Go through the entries and copy every line that has the string "Seestraße" in it.

(Dataset excerpts)
--- START ---

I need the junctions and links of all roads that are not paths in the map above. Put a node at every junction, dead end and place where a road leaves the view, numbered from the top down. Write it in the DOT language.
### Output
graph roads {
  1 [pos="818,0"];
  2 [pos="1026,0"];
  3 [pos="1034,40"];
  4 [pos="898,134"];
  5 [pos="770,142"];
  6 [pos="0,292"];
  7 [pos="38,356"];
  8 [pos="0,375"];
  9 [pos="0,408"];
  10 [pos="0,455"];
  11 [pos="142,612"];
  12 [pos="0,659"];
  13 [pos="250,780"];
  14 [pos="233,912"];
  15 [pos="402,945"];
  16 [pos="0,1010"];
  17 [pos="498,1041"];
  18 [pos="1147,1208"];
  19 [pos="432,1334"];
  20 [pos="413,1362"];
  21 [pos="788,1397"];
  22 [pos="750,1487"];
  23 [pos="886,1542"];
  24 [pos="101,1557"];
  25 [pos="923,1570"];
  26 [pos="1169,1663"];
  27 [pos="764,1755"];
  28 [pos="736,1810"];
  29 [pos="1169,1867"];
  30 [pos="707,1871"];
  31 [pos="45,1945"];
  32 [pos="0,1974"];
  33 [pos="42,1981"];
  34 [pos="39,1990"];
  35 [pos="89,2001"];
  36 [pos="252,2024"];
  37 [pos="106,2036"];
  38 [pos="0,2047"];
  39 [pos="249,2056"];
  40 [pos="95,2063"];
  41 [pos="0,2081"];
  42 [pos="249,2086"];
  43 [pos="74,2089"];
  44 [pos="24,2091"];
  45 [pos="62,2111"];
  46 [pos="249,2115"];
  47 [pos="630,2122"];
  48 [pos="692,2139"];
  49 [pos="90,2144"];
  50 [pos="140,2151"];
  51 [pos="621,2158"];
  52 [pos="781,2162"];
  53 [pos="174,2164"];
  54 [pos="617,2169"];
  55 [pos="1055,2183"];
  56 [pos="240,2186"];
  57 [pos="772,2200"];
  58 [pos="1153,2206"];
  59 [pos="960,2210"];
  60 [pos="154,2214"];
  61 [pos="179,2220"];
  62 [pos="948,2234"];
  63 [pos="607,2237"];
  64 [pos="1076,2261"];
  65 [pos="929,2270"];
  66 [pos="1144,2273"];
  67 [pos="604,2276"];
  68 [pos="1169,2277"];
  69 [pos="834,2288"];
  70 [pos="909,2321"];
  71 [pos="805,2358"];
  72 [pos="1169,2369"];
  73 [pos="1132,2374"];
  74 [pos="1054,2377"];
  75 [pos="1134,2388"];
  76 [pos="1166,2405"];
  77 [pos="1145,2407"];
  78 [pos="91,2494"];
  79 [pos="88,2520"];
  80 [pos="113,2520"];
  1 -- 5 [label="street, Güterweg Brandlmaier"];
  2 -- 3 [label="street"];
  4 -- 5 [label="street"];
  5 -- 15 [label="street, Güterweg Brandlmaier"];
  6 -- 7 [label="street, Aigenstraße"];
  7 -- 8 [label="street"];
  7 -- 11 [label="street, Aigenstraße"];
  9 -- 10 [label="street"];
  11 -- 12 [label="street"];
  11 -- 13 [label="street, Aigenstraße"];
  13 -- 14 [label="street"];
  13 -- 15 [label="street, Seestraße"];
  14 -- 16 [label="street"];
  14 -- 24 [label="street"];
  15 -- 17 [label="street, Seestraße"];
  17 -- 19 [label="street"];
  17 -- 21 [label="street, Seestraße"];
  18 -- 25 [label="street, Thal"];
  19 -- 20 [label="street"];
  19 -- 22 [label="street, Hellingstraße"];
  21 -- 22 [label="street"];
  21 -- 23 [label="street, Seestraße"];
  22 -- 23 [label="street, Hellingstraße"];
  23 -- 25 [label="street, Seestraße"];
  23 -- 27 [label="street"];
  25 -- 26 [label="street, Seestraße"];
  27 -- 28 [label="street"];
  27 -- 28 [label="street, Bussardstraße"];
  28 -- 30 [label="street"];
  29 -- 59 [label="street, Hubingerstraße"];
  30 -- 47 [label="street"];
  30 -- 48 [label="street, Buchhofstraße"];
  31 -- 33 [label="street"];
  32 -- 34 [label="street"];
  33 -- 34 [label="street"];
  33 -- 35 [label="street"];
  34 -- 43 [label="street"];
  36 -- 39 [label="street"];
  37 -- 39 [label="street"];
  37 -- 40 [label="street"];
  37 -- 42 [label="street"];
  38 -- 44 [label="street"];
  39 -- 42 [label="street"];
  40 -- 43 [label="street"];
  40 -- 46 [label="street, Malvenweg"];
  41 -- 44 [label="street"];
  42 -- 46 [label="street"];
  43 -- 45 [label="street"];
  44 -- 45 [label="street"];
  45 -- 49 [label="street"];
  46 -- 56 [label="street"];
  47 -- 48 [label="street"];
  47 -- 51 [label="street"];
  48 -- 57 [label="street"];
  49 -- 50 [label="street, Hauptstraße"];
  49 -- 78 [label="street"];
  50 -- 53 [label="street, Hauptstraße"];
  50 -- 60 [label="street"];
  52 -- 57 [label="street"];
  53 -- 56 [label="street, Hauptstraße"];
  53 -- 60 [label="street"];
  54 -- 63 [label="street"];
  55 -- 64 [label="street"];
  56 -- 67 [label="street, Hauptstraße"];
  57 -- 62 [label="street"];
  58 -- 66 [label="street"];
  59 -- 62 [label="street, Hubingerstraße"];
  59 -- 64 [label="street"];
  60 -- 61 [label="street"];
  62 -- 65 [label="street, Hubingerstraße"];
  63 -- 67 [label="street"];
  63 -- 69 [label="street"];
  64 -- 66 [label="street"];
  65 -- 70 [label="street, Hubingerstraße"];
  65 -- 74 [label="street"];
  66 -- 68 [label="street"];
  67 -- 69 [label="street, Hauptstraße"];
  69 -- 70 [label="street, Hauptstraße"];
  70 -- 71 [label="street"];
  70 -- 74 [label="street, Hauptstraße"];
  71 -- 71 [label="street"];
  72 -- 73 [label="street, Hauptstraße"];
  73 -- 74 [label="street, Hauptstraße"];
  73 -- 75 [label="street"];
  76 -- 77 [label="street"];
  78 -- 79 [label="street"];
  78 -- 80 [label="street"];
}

--- END ---

Solution to this exercise:
  13 -- 15 [label="street, Seestraße"];
  15 -- 17 [label="street, Seestraße"];
  17 -- 21 [label="street, Seestraße"];
  21 -- 23 [label="street, Seestraße"];
  23 -- 25 [label="street, Seestraße"];
  25 -- 26 [label="street, Seestraße"];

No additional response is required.